Why, 50 years after the Abortion Act, it's time to abolish the law altogether

Half a century after abortions were legalised, women seeking terminations are still being stigmatised. It’s time to take abortion out of the criminal code and regulate it like any other healthcare measure

The 50th anniversary of the Abortion Act this week has left me reflecting on the 40th and 30th anniversaries. Ten years ago, abortion rights were under near constant attack, a pincer movement by a couple of Conservative MPs and the Daily Mail, advancing elaborate, often rather confusing arguments for the miracle of the foetus. The Daily Mail was so entranced, for a while, by the marvel of gestation that it ran a double page spread of the ultra-sound scans from a horse. The aim was to make a wedge issue out of the time–limit, reduce it from 24 weeks to 21, with a 10–minute rule bill tabled by Tory MP Nadine Dorries suggesting a “cooling off period after the first point of contact with a medical practitioner about a termination”.

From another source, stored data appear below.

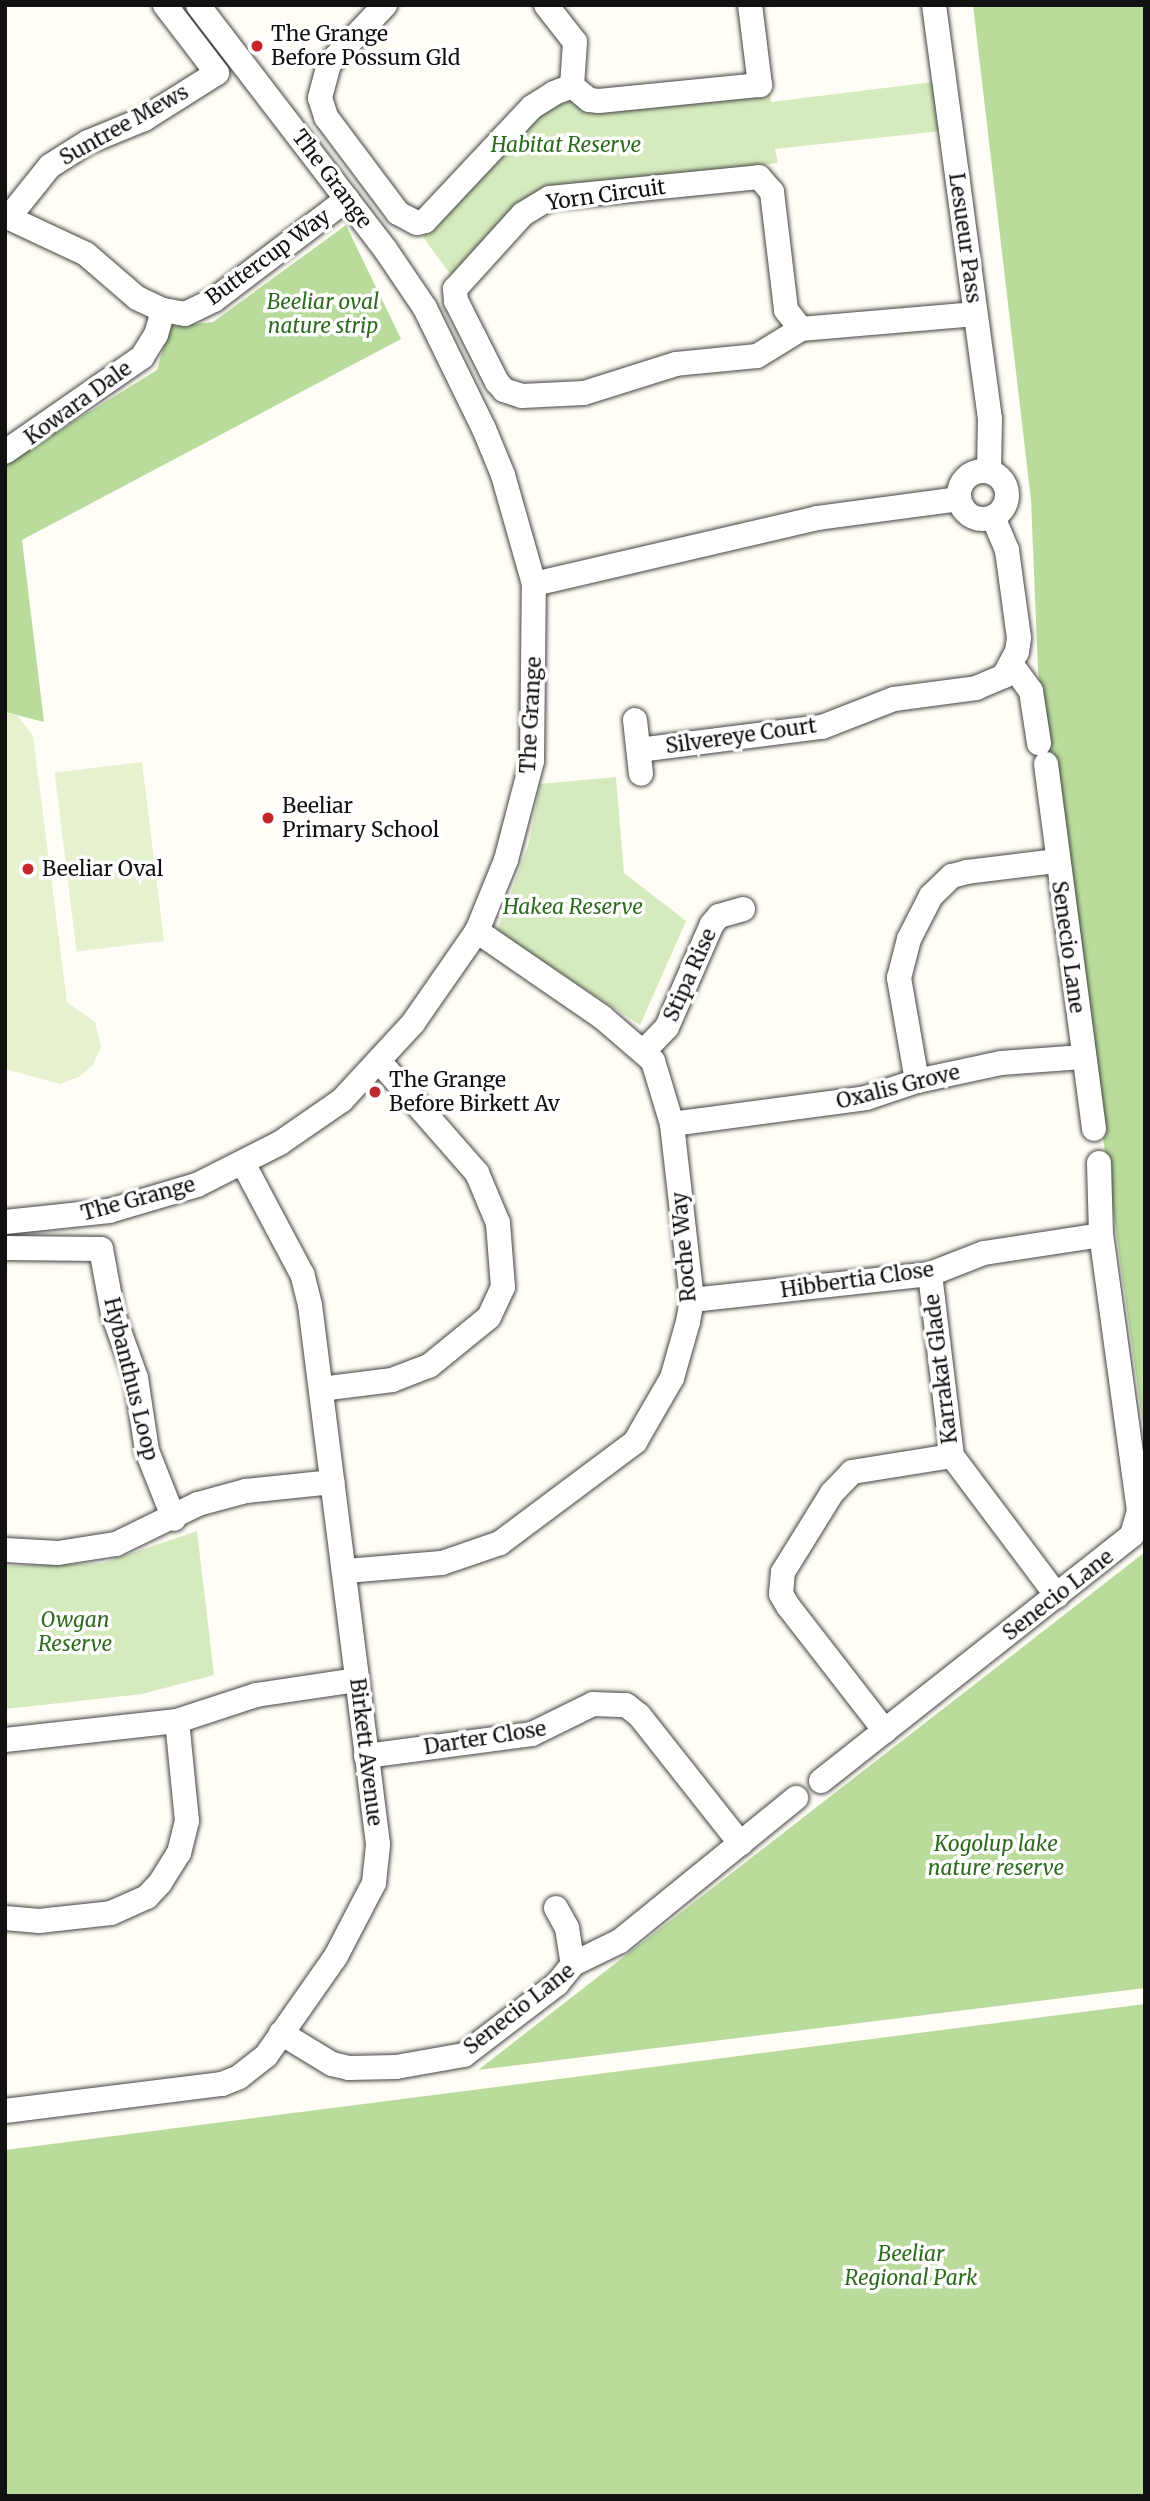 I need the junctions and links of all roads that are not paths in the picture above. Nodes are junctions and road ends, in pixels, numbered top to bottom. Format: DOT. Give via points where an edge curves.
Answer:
graph roads {
  1 [pos="164,5"];
  2 [pos="198,5"];
  3 [pos="385,5"];
  4 [pos="546,5"];
  5 [pos="750,5"];
  6 [pos="934,5"];
  7 [pos="572,86"];
  8 [pos="347,199"];
  9 [pos="7,216"];
  10 [pos="163,310"];
  11 [pos="975,314"];
  12 [pos="801,330"];
  13 [pos="5,452"];
  14 [pos="989,471"];
  15 [pos="959,499"];
  16 [pos="993,517"];
  17 [pos="534,584"];
  18 [pos="1012,664"];
  19 [pos="635,720"];
  20 [pos="1057,861"];
  21 [pos="743,909"];
  22 [pos="477,931"];
  23 [pos="644,1051"];
  24 [pos="1083,1057"];
  25 [pos="379,1061"];
  26 [pos="917,1081"];
  27 [pos="672,1124"];
  28 [pos="1094,1129"];
  29 [pos="243,1163"];
  30 [pos="1099,1163"];
  31 [pos="5,1222"];
  32 [pos="1101,1235"];
  33 [pos="5,1248"];
  34 [pos="930,1274"];
  35 [pos="692,1300"];
  36 [pos="321,1389"];
  37 [pos="952,1456"];
  38 [pos="333,1482"];
  39 [pos="174,1519"];
  40 [pos="5,1550"];
  41 [pos="346,1571"];
  42 [pos="1057,1596"];
  43 [pos="356,1680"];
  44 [pos="177,1721"];
  45 [pos="885,1731"];
  46 [pos="5,1740"];
  47 [pos="366,1756"];
  48 [pos="821,1781"];
  49 [pos="796,1798"];
  50 [pos="741,1844"];
  51 [pos="556,1908"];
  52 [pos="5,1918"];
  53 [pos="573,1964"];
  54 [pos="281,2033"];
  55 [pos="5,2111"];
  1 -- 9 [label="street, Suntree Mews" via="217,73 144,119 88,142 50,166"];
  2 -- 8 [label="street, The Grange"];
  3 -- 7 [label="street" via="329,64 320,98 326,117 410,222 425,221 532,107"];
  4 -- 7 [label="street" via="575,42"];
  5 -- 7 [label="street" via="760,85 599,101 589,100"];
  6 -- 11 [label="street, Lesueur Pass"];
  8 -- 10 [label="street, Buttercup Way" via="214,300 186,314"];
  8 -- 17 [label="street, The Grange" via="435,325 503,475"];
  9 -- 10 [label="street, Buttercup Way" via="86,254 137,298"];
  10 -- 13 [label="street, Kowara Dale" via="156,335 142,357"];
  11 -- 12 [label="street, Yorn Circuit"];
  11 -- 14 [label="street, Lesueur Pass" via="993,443"];
  12 -- 12 [label="street, Yorn Circuit" via="786,310 772,192 759,177 550,198 523,214 455,289 456,301 496,382 522,397 584,393 676,364 757,356"];
  14 -- 15 [label="street" via="967,477"];
  14 -- 16 [label="street" via="1006,486 1007,498"];
  15 -- 16 [label="street" via="972,516"];
  15 -- 17 [label="street" via="817,518"];
  16 -- 18 [label="street" via="1004,537 1018,638"];
  17 -- 22 [label="street, The Grange" via="532,761 506,860"];
  18 -- 19 [label="street, Silvereye Court" via="1004,676 976,688 894,699 821,727 640,762"];
  18 -- 20 [label="street, Senecio Lane" via="1031,691"];
  20 -- 24 [label="street, Senecio Lane"];
  20 -- 26 [label="street" via="952,876 931,895 909,939 899,978"];
  21 -- 23 [label="street, Stipa Rise" via="719,916 712,924 667,1027"];
  22 -- 23 [label="street, Roche Way"];
  22 -- 25 [label="street, The Grange" via="441,987"];
  23 -- 27 [label="street, Roche Way" via="665,1089"];
  24 -- 26 [label="street, Oxalis Grove" via="1001,1063"];
  24 -- 28 [label="street, Senecio Lane"];
  25 -- 29 [label="street, The Grange" via="311,1124"];
  25 -- 36 [label="street" via="477,1173 498,1223 503,1287 489,1317 429,1366 392,1380"];
  26 -- 27 [label="street, Oxalis Grove" via="843,1102"];
  27 -- 35 [label="street, Roche Way"];
  29 -- 31 [label="street, The Grange" via="197,1185 120,1208"];
  29 -- 36 [label="street, Birkett Avenue" via="302,1274"];
  30 -- 32 [label="street, Senecio Lane"];
  32 -- 34 [label="street, Hibbertia Close" via="984,1253"];
  32 -- 42 [label="street, Senecio Lane" via="1139,1511 1132,1535"];
  33 -- 39 [label="street, Hybanthus Loop" via="101,1249 113,1314 136,1378 144,1442"];
  34 -- 35 [label="street, Hibbertia Close"];
  34 -- 37 [label="street, Karrakat Glade"];
  35 -- 41 [label="street, Roche Way" via="671,1378 635,1442 484,1551 442,1563"];
  36 -- 38 [label="street, Birkett Avenue"];
  37 -- 42 [label="street, Karrakat Glade"];
  37 -- 45 [label="street" via="852,1472 832,1493 783,1572 781,1594 788,1606"];
  38 -- 39 [label="street" via="246,1491 198,1504"];
  38 -- 41 [label="street, Birkett Avenue"];
  39 -- 40 [label="street" via="107,1546 58,1553"];
  41 -- 43 [label="street, Birkett Avenue"];
  42 -- 45 [label="street, Senecio Lane"];
  43 -- 44 [label="street" via="256,1695"];
  43 -- 47 [label="street, Birkett Avenue"];
  44 -- 46 [label="street"];
  44 -- 52 [label="street" via="187,1821 179,1853 160,1883 147,1897 111,1913 39,1921"];
  45 -- 48 [label="street, Senecio Lane"];
  47 -- 50 [label="street, Darter Close" via="532,1734 593,1704 626,1705 639,1715"];
  47 -- 54 [label="street, Birkett Avenue" via="378,1844 370,1899"];
  49 -- 50 [label="street, Senecio Lane"];
  50 -- 53 [label="street, Senecio Lane" via="620,1941"];
  51 -- 53 [label="street" via="567,1928"];
  53 -- 54 [label="street, Senecio Lane" via="557,1984 464,2055 396,2067 349,2068 332,2064"];
  54 -- 55 [label="street, Birkett Avenue" via="252,2068 222,2084"];
} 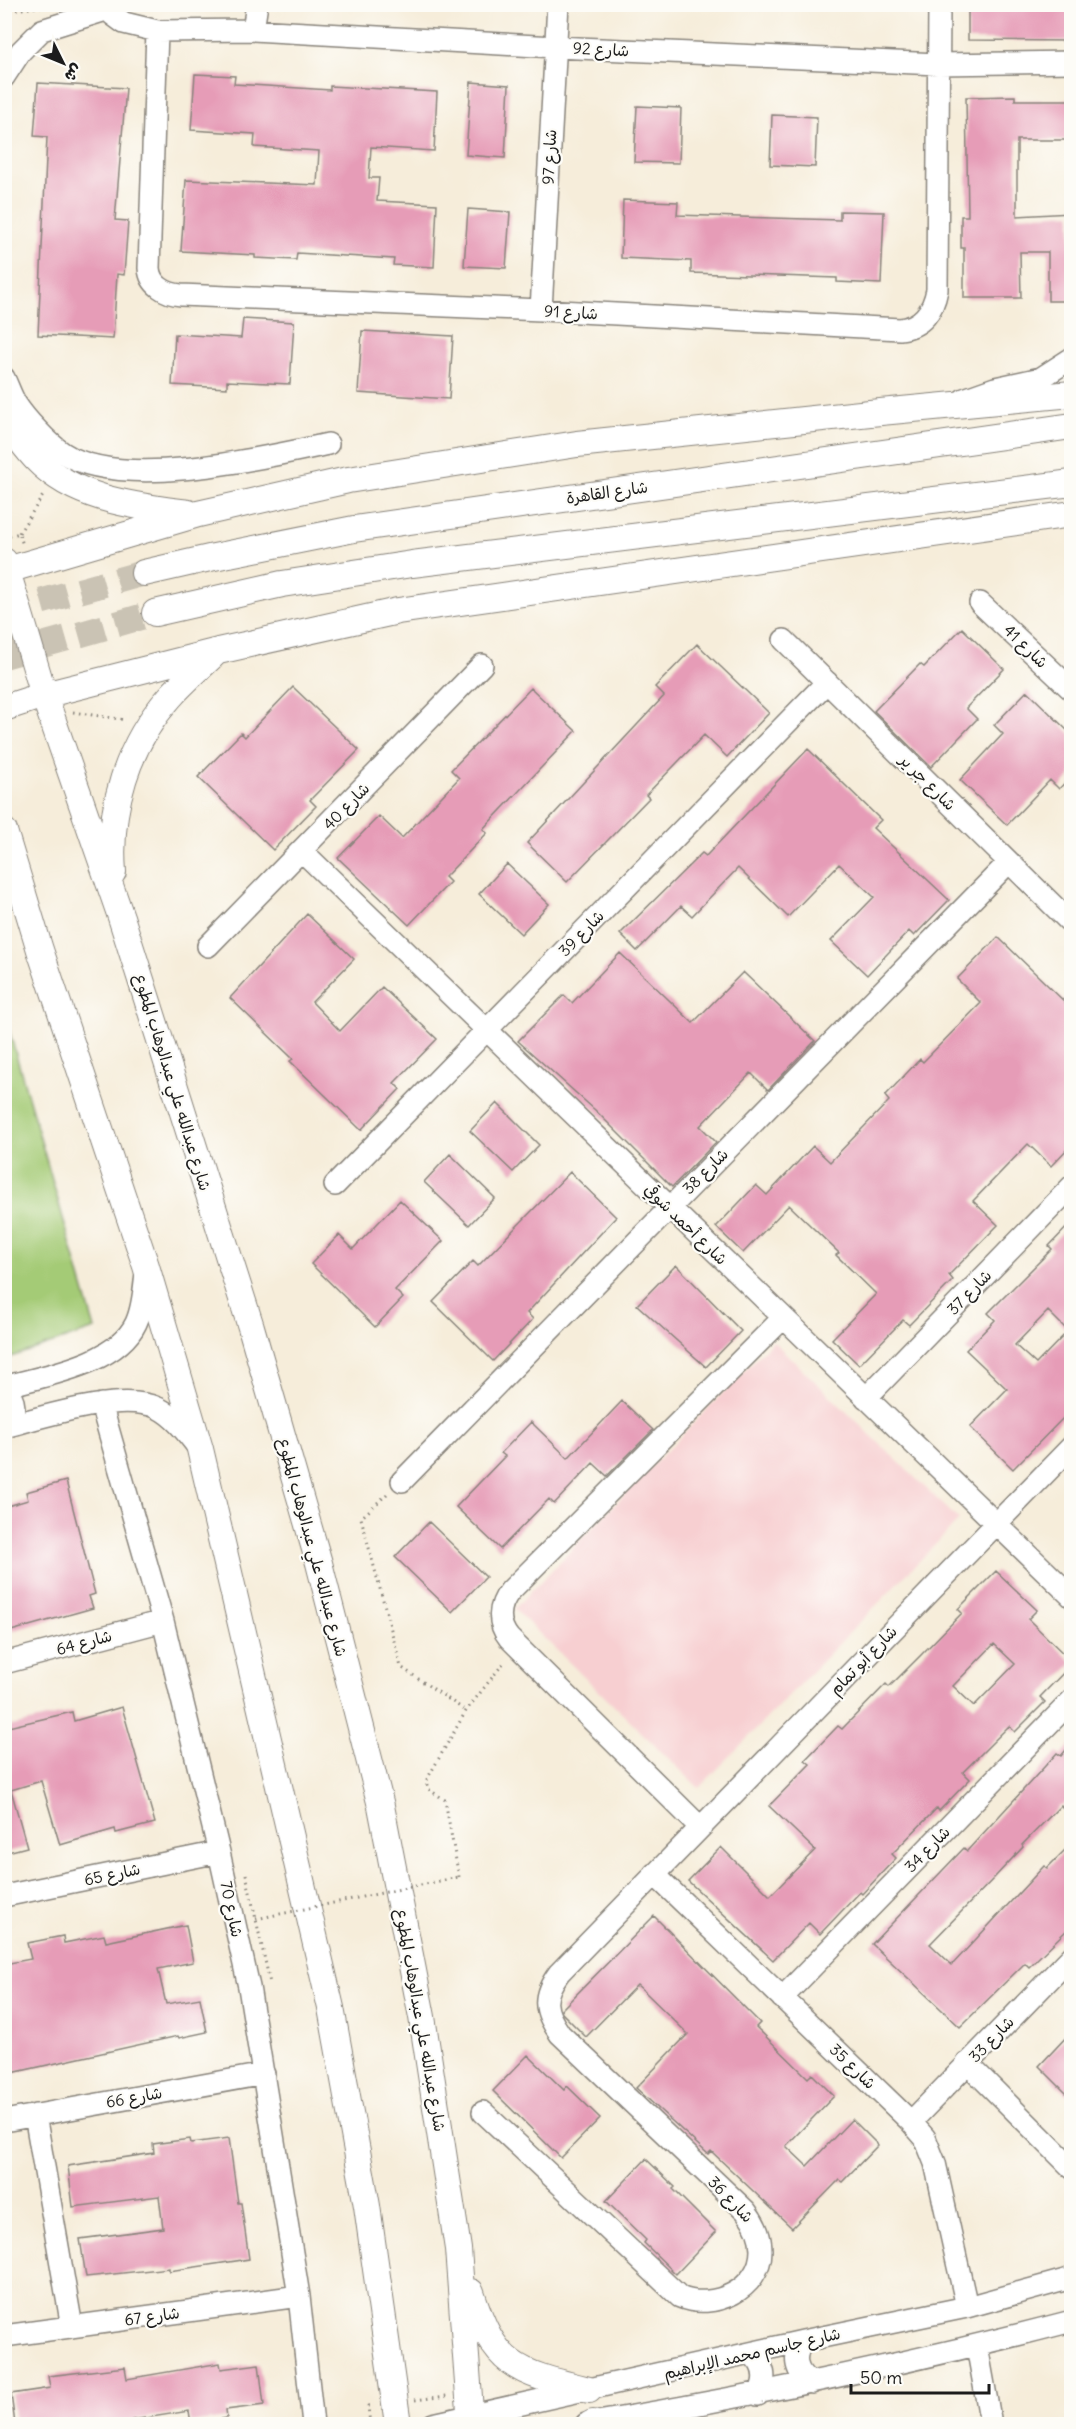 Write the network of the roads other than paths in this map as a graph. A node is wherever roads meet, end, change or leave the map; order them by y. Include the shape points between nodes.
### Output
1 (256, 4) edge
2 (558, 4) edge
3 (939, 4) edge
4 (108, 7) edge
5 (253, 30) junction
6 (157, 31) junction
7 (555, 47) junction
8 (1071, 62) edge
9 (938, 64) junction
10 (4, 77) edge
11 (541, 310) junction
12 (1071, 358) edge
13 (4, 378) edge
14 (1041, 378) junction
15 (1071, 378) edge
16 (1071, 394) edge
17 (951, 405) junction
18 (4, 418) edge
19 (1071, 426) edge
20 (328, 444) dead end
21 (1071, 483) edge
22 (198, 514) junction
23 (1071, 514) edge
24 (5, 567) edge
25 (144, 573) tunnel mouth
26 (980, 603) dead end
27 (154, 613) tunnel mouth
28 (783, 640) dead end
29 (218, 651) junction
30 (482, 665) dead end
31 (827, 682) junction
32 (1071, 690) edge
33 (44, 695) junction
34 (4, 708) edge
35 (4, 831) edge
36 (302, 851) junction
37 (1009, 862) junction
38 (4, 888) edge
39 (121, 917) junction
40 (1071, 924) edge
41 (208, 946) dead end
42 (40, 950) junction
43 (486, 1030) junction
44 (335, 1185) dead end
45 (1071, 1186) edge
46 (669, 1208) junction
47 (146, 1266) junction
48 (783, 1318) junction
49 (4, 1387) edge
50 (866, 1398) junction
51 (102, 1404) junction
52 (5, 1427) edge
53 (1071, 1446) edge
54 (200, 1449) junction
55 (402, 1481) road end
56 (996, 1524) junction
57 (1071, 1597) edge
58 (163, 1621) junction
59 (4, 1663) edge
60 (1071, 1700) edge
61 (700, 1827) junction
62 (219, 1852) junction
63 (654, 1874) junction
64 (4, 1896) edge
65 (1071, 1956) edge
66 (782, 1998) junction
67 (967, 2063) junction
68 (264, 2074) junction
69 (483, 2112) dead end
70 (35, 2115) junction
71 (4, 2121) edge
72 (911, 2122) junction
73 (1071, 2168) edge
74 (458, 2249) junction
75 (1071, 2278) edge
76 (299, 2296) junction
77 (967, 2307) junction
78 (1071, 2321) edge
79 (72, 2327) junction
80 (4, 2336) edge
81 (802, 2341) junction
82 (977, 2346) junction
83 (750, 2353) junction
84 (812, 2383) junction
85 (589, 2390) junction
86 (758, 2394) junction
87 (470, 2411) edge
88 (397, 2413) edge
89 (313, 2424) edge
90 (432, 2424) edge
91 (590, 2424) edge
92 (991, 2424) edge

1 - 5 street
2 - 7 street, شارع 97
3 - 9 street, شارع 91
4 - 6 street, شارع 92 via 131,25
4 - 10 street via 42,30 21,51
5 - 6 street, شارع 92
5 - 7 street, شارع 92
6 - 11 street, شارع 91 via 149,268 160,288 181,295
7 - 9 street, شارع 92
7 - 11 street, شارع 97
8 - 9 street, شارع 92
9 - 11 street, شارع 91 via 937,290 927,316 916,325 900,329
12 - 14 street
13 - 20 street via 16,404 44,436 63,453 88,464 128,470 180,468
14 - 15 street
14 - 17 street via 995,388
16 - 17 main road
17 - 22 main road via 577,444 348,480
18 - 22 main road via 36,459 55,476 79,488 124,504
19 - 25 main road, شارع القاهرة via 354,529
21 - 27 main road via 412,564 282,584
22 - 24 main road
23 - 29 main road via 488,596 398,611
24 - 33 main road, شارع عبدالله علي عبدالوهاب المطوع
26 - 32 street, شارع 41
28 - 31 street, شارع جر ير
29 - 33 main road
29 - 39 main road via 170,697 149,724 121,784 111,850
30 - 36 street, شارع 40
31 - 37 street, شارع جر ير
31 - 43 street, شارع 39
33 - 34 main road
33 - 39 main road, شارع عبدالله علي عبدالوهاب المطوع
35 - 42 main road
36 - 41 street, شارع 40
36 - 43 street, شارع أحمد شوقي
37 - 40 street, شارع جر ير
37 - 46 street, شارع 38
38 - 42 main road
39 - 74 main road, شارع عبدالله علي عبدالوهاب المطوع via 254,1338 320,1563 381,1806 418,1994
42 - 47 main road
43 - 44 street, شارع 39
43 - 46 street, شارع أحمد شوقي
45 - 50 street, شارع 37
46 - 48 street, شارع أحمد شوقي
46 - 55 street, شارع 38
47 - 49 street via 140,1313 120,1345 99,1359
47 - 54 main road
48 - 50 street, شارع أحمد شوقي
48 - 61 street via 505,1598 500,1613 504,1631 517,1646
49 - 52 street via 15,1406
50 - 56 street, شارع أحمد شوقي
51 - 52 street
51 - 54 street via 130,1401 159,1408
51 - 58 street, شارع 70
53 - 56 street, شارع أبو تمام
54 - 88 main road via 331,2008 367,2206
56 - 57 street, شارع أحمد شوقي
56 - 61 street, شارع أبو تمام
58 - 59 street, شارع 64
58 - 62 street, شارع 70
60 - 66 street, شارع 34
61 - 63 street, شارع أبو تمام
62 - 64 street, شارع 65
62 - 68 street, شارع 70
63 - 66 street, شارع 35
63 - 69 street, شارع 36 via 559,1972 547,1994 549,2015 566,2040 746,2211 759,2236 761,2251 755,2272 739,2289 717,2301 692,2302 680,2297
65 - 67 street, شارع 33
66 - 72 street, شارع 35
67 - 72 street, شارع 33
67 - 73 street
68 - 70 street, شارع 66
68 - 76 street, شارع 70
70 - 71 street, شارع 66
70 - 79 street
72 - 77 street, شارع 35 via 925,2138 935,2163
74 - 85 main road via 481,2322 502,2355 530,2374
74 - 87 main road, شارع عبدالله علي عبدالوهاب المطوع
75 - 77 street, شارع جاسم محمد الإبراهيم
76 - 79 street, شارع 67
76 - 89 street, شارع 70
77 - 81 street, شارع جاسم محمد الإبراهيم
78 - 82 street
79 - 80 street, شارع 67
81 - 83 street, شارع جاسم محمد الإبراهيم
81 - 84 street via 796,2364
82 - 84 street
82 - 92 street
83 - 85 street, شارع جاسم محمد الإبراهيم
83 - 86 street via 764,2372
84 - 86 street
85 - 87 street, شارع جاسم محمد الإبراهيم
86 - 91 street
87 - 90 street, شارع جاسم محمد الإبراهيم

It was plain, it seemed then, that the time–limit was of no real consequence – late term abortions were a small proportion of the overall number. Rather, the intention was to undermine the act itself; to festoon an already complicated piece of legislation with extra hazards. Ten years before, in 1997, abortion had been the thing nobody talked about; back then nobody, apparently, had ever actually had an abortion, or been party to the thing that gives rise to one. Everybody pro–choice was fighting on behalf of some unnamed other woman, who needed access to safe services, otherwise she would be unsafe; nobody was fighting for their own bodily autonomy. With the Labour government delivering the first majority pro–choice parliament in history, we were all expecting change – most urgently, for the women of Northern Ireland, British citizens denied the abortion rights of their compatriots for reasons that made no constitutional sense and pertained only to the loud voices of devout men. No change came and an air of embarrassed necessity settled on the matter.